### EXERCISE INSTRUCTIONS
Set down every entry again exactly as it stands below.
[[ RECORDS SUPPLIED, beginning ]]
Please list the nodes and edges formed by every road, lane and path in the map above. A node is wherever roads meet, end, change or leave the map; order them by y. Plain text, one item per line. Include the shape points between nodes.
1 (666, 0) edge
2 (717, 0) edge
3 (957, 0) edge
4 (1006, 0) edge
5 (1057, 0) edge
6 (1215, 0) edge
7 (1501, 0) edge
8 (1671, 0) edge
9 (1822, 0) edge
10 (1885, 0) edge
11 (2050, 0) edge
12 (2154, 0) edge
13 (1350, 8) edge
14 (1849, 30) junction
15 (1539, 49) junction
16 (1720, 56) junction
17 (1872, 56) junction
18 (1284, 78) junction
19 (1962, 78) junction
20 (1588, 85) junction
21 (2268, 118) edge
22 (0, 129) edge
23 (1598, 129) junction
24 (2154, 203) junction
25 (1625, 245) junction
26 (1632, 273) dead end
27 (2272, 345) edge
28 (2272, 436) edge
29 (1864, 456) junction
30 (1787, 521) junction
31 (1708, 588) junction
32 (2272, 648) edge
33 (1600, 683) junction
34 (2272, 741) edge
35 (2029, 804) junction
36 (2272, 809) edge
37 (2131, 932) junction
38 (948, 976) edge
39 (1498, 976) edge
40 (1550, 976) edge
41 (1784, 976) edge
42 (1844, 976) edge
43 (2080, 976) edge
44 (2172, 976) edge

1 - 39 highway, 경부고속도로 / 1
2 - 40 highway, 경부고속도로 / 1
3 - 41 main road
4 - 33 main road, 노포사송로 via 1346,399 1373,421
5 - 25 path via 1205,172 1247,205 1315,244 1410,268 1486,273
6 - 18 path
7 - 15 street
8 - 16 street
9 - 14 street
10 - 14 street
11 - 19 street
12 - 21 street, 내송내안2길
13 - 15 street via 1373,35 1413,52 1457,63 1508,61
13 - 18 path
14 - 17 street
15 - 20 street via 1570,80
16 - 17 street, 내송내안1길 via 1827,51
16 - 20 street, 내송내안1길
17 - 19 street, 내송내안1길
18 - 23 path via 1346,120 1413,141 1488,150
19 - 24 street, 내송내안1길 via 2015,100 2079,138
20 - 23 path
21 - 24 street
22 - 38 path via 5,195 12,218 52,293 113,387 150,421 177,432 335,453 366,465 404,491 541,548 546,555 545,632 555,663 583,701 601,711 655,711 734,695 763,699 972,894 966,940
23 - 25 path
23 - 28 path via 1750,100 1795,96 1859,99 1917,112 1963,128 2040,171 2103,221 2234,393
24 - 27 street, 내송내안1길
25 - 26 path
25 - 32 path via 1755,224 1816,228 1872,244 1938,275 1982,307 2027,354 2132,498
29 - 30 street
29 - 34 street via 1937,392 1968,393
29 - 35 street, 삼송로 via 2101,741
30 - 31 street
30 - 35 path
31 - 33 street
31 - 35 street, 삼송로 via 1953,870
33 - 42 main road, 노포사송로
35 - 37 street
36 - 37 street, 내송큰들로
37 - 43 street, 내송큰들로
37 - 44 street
[[ RECORDS SUPPLIED, end ]]
### SOLUTION FOR THIS TASK
Please list the nodes and edges formed by every road, lane and path in the map above. A node is wherever roads meet, end, change or leave the map; order them by y. Plain text, one item per line. Include the shape points between nodes.
1 (666, 0) edge
2 (717, 0) edge
3 (957, 0) edge
4 (1006, 0) edge
5 (1057, 0) edge
6 (1215, 0) edge
7 (1501, 0) edge
8 (1671, 0) edge
9 (1822, 0) edge
10 (1885, 0) edge
11 (2050, 0) edge
12 (2154, 0) edge
13 (1350, 8) edge
14 (1849, 30) junction
15 (1539, 49) junction
16 (1720, 56) junction
17 (1872, 56) junction
18 (1284, 78) junction
19 (1962, 78) junction
20 (1588, 85) junction
21 (2268, 118) edge
22 (0, 129) edge
23 (1598, 129) junction
24 (2154, 203) junction
25 (1625, 245) junction
26 (1632, 273) dead end
27 (2272, 345) edge
28 (2272, 436) edge
29 (1864, 456) junction
30 (1787, 521) junction
31 (1708, 588) junction
32 (2272, 648) edge
33 (1600, 683) junction
34 (2272, 741) edge
35 (2029, 804) junction
36 (2272, 809) edge
37 (2131, 932) junction
38 (948, 976) edge
39 (1498, 976) edge
40 (1550, 976) edge
41 (1784, 976) edge
42 (1844, 976) edge
43 (2080, 976) edge
44 (2172, 976) edge

1 - 39 highway, 경부고속도로 / 1
2 - 40 highway, 경부고속도로 / 1
3 - 41 main road
4 - 33 main road, 노포사송로 via 1346,399 1373,421
5 - 25 path via 1205,172 1247,205 1315,244 1410,268 1486,273
6 - 18 path
7 - 15 street
8 - 16 street
9 - 14 street
10 - 14 street
11 - 19 street
12 - 21 street, 내송내안2길
13 - 15 street via 1373,35 1413,52 1457,63 1508,61
13 - 18 path
14 - 17 street
15 - 20 street via 1570,80
16 - 17 street, 내송내안1길 via 1827,51
16 - 20 street, 내송내안1길
17 - 19 street, 내송내안1길
18 - 23 path via 1346,120 1413,141 1488,150
19 - 24 street, 내송내안1길 via 2015,100 2079,138
20 - 23 path
21 - 24 street
22 - 38 path via 5,195 12,218 52,293 113,387 150,421 177,432 335,453 366,465 404,491 541,548 546,555 545,632 555,663 583,701 601,711 655,711 734,695 763,699 972,894 966,940
23 - 25 path
23 - 28 path via 1750,100 1795,96 1859,99 1917,112 1963,128 2040,171 2103,221 2234,393
24 - 27 street, 내송내안1길
25 - 26 path
25 - 32 path via 1755,224 1816,228 1872,244 1938,275 1982,307 2027,354 2132,498
29 - 30 street
29 - 34 street via 1937,392 1968,393
29 - 35 street, 삼송로 via 2101,741
30 - 31 street
30 - 35 path
31 - 33 street
31 - 35 street, 삼송로 via 1953,870
33 - 42 main road, 노포사송로
35 - 37 street
36 - 37 street, 내송큰들로
37 - 43 street, 내송큰들로
37 - 44 street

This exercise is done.